Korosec zu Arbeitslosigkeit bei den Älteren: „Dringend Maßnahmen gefordert!“

Seniorenbund-Präsidentin: „Trend ist erschütternd“

Wien (OTS) - Angesichts der alarmierend hohen Arbeitslosigkeit bei den Menschen über 50 Jahre fordert Ingrid Korosec, Präsidentin des Österreichischen Seniorenbundes, dringend Maßnahmen, die über die soeben gestartete „Aktion 20.000“ hinausgehen.
Für den Juni 2017 weist die Arbeitslosenstatistik des AMS bei der Gruppe von Arbeitssuchenden über 50 Jahren ein Plus von 3,5 Prozent gegenüber dem Vergleichswert des Vorjahres aus. Bei Menschen mit Beeinträchtigung ist die Arbeitslosigkeit sogar um 6,3 Prozent gestiegen.
„Personen ab 50 Jahren können nach dem Verlust des Arbeitsplatzes kaum wieder eine Beschäftigung bekommen. Mehr als die Hälfte der knapp 100.000 arbeitslos vorgemerkten Personen in diesem Alter hat schon mehr als zwölf Monaten keine nachhaltige Beschäftigungsaufnahme. Diese Gruppe hat innerhalb eines Jahres um zehn Prozent zugenommen“, zeigt sich Korosec erschüttert.

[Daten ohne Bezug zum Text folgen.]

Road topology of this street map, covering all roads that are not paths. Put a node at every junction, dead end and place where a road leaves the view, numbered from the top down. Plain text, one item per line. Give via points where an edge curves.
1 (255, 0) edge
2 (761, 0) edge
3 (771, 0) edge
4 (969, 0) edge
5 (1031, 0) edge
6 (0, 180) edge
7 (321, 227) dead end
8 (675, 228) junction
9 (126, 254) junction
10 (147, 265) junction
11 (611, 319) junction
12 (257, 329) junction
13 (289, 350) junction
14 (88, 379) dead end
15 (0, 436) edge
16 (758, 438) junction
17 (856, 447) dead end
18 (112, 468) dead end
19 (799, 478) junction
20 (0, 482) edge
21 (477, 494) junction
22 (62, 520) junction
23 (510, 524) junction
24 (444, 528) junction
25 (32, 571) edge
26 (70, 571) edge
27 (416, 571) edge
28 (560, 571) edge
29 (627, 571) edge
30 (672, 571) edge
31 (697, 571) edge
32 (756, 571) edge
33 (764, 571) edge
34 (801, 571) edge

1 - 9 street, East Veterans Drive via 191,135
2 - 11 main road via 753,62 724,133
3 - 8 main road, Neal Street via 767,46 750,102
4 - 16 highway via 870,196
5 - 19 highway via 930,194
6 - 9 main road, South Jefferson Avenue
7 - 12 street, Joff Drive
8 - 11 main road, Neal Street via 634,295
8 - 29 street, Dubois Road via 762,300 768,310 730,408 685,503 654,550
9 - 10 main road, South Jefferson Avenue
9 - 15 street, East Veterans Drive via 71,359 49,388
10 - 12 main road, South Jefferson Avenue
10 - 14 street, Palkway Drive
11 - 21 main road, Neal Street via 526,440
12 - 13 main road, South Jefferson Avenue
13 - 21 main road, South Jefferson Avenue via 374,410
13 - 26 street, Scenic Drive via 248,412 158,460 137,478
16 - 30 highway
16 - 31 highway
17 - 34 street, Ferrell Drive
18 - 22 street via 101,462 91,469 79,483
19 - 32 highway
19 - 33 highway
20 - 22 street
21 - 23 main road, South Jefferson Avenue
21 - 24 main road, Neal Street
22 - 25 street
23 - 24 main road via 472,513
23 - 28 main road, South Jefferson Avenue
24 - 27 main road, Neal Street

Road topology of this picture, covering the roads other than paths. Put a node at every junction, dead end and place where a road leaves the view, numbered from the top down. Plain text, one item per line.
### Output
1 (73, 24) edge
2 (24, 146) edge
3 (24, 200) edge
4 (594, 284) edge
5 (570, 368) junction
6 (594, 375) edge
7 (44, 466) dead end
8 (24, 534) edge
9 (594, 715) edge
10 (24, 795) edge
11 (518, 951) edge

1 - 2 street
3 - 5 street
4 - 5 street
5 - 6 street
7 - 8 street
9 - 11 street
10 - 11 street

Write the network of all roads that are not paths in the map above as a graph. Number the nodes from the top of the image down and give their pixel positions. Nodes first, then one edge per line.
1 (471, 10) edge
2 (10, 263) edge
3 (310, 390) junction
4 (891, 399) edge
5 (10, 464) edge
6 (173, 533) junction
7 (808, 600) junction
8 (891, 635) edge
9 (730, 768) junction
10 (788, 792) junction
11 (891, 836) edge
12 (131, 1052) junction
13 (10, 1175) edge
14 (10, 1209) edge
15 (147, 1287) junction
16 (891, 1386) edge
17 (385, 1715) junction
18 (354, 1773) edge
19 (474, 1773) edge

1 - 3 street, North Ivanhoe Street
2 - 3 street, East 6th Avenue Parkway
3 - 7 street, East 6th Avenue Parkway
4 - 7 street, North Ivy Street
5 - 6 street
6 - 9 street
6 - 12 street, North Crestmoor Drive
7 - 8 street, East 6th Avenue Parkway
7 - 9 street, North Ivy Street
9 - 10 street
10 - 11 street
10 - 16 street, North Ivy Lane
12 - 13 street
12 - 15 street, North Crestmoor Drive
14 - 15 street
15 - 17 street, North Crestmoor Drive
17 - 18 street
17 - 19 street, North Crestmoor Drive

Es sei „extrem bedauerlich“, dass die erfolgreiche Trendwende auf dem österreichischen Arbeitsmarkt bei den 50+ einfach nicht ankomme, mehr noch: „Es handelt sich um zwei Trends, die vollkommen gegenläufige Tendenzen zeigen. Das ist erschütternd. Die Generation 50+ gerät damit mehr und mehr ins Abseits – und das vollkommen ohne eigenes Verschulden“, erklärte die Seniorenbund-Präsidentin.
Die Lösung des Problems könne, so Korosec, nur in der „Intensivierung der Maßnahmen gegen die Arbeitslosigkeit bei den Älteren sein. „Neben der Aktion 20.000 bedarf es weiterer, parallel laufender Stützungsmaßnahmen, mit dem Ziel, dass auch die Arbeitslosen der Generation 50+ die relativ gute Konjunkturlage endlich zu spüren bekommen“, fordert Korosec.